*** Extracted data ***

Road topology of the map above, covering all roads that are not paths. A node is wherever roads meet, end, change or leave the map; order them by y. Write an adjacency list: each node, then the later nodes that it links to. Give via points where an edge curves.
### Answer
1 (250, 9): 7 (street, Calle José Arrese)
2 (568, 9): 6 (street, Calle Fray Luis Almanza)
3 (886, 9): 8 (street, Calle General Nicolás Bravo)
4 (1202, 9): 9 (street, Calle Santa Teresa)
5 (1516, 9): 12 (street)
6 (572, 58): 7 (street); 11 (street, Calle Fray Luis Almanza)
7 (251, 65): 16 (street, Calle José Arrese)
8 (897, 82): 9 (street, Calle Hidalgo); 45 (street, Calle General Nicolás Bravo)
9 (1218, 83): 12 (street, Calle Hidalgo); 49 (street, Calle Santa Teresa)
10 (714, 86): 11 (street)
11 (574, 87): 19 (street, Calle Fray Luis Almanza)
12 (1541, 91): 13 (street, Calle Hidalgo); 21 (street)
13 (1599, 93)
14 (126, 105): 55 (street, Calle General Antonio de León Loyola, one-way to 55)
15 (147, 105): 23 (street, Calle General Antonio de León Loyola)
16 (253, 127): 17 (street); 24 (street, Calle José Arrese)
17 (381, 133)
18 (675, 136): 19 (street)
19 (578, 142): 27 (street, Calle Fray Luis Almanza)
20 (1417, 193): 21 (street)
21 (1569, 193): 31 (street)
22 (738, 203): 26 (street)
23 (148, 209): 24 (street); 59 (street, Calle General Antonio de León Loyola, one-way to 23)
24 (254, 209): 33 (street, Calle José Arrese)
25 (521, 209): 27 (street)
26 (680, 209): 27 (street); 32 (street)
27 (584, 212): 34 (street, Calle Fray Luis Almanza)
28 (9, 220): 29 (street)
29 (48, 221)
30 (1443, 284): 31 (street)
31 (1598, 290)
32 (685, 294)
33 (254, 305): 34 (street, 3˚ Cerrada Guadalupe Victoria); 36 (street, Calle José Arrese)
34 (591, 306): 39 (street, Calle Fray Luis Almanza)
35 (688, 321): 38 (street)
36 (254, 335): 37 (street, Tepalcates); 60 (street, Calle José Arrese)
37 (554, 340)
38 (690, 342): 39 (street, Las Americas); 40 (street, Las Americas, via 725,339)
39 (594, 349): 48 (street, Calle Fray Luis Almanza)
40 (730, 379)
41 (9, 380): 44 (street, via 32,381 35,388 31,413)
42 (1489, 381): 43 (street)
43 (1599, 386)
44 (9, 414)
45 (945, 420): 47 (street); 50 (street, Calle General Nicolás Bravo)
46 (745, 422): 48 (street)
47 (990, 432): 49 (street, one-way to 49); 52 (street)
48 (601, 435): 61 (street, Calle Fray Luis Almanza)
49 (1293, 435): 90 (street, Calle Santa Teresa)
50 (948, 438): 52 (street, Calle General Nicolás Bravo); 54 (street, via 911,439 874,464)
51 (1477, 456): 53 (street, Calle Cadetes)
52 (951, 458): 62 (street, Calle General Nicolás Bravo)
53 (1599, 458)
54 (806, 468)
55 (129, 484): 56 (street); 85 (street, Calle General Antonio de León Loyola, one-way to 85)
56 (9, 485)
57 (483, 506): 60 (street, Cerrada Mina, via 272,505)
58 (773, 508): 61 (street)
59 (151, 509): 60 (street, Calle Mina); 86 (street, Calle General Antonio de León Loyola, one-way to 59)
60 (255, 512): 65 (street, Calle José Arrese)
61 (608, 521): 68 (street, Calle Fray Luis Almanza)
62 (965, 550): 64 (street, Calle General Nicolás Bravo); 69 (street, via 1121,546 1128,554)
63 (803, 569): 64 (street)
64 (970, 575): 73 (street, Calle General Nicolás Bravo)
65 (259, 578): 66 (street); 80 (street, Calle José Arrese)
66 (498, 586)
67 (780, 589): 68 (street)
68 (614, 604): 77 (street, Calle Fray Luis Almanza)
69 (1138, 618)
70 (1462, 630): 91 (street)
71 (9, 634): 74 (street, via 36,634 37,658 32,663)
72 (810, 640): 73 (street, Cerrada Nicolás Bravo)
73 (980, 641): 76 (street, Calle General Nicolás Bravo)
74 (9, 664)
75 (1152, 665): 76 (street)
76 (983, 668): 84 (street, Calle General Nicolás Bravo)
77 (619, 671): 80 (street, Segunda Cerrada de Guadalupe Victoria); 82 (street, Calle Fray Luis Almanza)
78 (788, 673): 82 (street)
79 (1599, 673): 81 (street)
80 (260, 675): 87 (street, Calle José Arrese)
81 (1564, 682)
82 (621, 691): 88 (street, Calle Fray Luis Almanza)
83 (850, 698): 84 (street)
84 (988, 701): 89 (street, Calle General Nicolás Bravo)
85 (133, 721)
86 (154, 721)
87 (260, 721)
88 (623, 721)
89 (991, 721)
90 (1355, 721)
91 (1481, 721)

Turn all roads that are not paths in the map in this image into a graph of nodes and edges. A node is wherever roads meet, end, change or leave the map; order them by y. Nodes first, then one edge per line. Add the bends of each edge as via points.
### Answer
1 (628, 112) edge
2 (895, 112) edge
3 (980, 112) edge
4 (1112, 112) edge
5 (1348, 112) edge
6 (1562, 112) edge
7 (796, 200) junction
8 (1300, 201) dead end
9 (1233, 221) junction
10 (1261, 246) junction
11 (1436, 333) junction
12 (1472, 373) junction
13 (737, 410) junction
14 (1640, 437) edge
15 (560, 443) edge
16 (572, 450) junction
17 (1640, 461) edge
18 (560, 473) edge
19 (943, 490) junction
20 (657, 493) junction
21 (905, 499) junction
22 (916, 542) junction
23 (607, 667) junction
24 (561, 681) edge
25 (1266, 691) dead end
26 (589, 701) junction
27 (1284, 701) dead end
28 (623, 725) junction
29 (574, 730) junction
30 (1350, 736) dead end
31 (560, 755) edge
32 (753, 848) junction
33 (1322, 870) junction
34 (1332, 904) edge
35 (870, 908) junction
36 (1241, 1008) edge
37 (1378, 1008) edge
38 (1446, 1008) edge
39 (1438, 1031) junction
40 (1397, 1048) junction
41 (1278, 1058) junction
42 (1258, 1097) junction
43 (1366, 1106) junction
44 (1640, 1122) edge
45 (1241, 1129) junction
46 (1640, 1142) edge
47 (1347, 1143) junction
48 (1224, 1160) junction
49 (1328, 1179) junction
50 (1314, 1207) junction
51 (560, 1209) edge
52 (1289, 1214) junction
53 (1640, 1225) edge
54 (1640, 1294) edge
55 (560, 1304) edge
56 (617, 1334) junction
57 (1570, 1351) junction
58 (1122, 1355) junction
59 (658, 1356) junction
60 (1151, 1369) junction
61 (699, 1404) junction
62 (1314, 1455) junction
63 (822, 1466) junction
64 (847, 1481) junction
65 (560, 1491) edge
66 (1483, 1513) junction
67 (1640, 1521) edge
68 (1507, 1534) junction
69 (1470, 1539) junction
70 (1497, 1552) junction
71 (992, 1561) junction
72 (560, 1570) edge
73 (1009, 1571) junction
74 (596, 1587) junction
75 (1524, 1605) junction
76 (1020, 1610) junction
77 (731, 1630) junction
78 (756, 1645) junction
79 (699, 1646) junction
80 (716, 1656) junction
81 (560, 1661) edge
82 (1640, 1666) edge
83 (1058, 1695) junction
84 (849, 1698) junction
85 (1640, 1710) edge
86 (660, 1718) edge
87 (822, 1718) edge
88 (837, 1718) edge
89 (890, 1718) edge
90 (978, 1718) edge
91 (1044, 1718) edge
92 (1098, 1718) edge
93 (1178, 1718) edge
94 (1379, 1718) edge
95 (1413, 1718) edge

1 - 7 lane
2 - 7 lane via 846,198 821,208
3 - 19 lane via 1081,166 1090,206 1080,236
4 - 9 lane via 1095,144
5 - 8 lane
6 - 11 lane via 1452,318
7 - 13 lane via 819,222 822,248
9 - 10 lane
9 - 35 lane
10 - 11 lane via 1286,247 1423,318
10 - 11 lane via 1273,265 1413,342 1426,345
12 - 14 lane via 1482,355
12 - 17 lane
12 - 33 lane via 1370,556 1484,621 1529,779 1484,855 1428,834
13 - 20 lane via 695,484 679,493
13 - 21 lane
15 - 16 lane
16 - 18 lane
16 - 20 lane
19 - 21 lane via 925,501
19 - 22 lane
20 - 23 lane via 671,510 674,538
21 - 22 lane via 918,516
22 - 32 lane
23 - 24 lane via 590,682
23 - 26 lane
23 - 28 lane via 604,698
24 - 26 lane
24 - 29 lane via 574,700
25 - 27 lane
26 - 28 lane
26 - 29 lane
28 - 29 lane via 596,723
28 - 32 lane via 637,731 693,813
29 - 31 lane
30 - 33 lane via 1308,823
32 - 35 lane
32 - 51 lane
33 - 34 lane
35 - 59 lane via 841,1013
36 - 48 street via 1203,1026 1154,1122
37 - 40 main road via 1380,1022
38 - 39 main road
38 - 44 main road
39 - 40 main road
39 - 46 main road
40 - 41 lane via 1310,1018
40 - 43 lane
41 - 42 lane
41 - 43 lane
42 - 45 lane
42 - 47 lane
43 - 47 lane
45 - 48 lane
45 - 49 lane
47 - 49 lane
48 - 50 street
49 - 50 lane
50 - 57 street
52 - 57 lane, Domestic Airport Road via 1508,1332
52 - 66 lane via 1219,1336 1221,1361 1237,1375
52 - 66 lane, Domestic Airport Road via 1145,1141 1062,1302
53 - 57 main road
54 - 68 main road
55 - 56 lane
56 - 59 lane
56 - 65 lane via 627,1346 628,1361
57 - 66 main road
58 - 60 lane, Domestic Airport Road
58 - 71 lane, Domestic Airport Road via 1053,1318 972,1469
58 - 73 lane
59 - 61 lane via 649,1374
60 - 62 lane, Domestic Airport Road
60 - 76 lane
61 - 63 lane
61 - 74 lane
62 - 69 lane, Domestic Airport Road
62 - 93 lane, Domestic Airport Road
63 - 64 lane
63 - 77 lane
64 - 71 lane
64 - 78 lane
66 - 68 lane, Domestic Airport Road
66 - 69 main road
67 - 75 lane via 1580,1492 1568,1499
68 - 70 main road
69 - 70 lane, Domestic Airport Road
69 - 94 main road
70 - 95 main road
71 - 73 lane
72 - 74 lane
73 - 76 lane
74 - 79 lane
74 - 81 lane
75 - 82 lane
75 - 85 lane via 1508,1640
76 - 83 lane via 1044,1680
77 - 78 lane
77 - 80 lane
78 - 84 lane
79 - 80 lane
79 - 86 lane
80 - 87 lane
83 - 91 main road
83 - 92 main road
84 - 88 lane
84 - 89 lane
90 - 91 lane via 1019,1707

*** End of Extracted data ***

__Work request__. Copy the lines from the entries above in which the word "Luis" appears.

__Reply__.
2 (568, 9): 6 (street, Calle Fray Luis Almanza)
6 (572, 58): 7 (street); 11 (street, Calle Fray Luis Almanza)
11 (574, 87): 19 (street, Calle Fray Luis Almanza)
19 (578, 142): 27 (street, Calle Fray Luis Almanza)
27 (584, 212): 34 (street, Calle Fray Luis Almanza)
34 (591, 306): 39 (street, Calle Fray Luis Almanza)
39 (594, 349): 48 (street, Calle Fray Luis Almanza)
48 (601, 435): 61 (street, Calle Fray Luis Almanza)
61 (608, 521): 68 (street, Calle Fray Luis Almanza)
68 (614, 604): 77 (street, Calle Fray Luis Almanza)
77 (619, 671): 80 (street, Segunda Cerrada de Guadalupe Victoria); 82 (street, Calle Fray Luis Almanza)
82 (621, 691): 88 (street, Calle Fray Luis Almanza)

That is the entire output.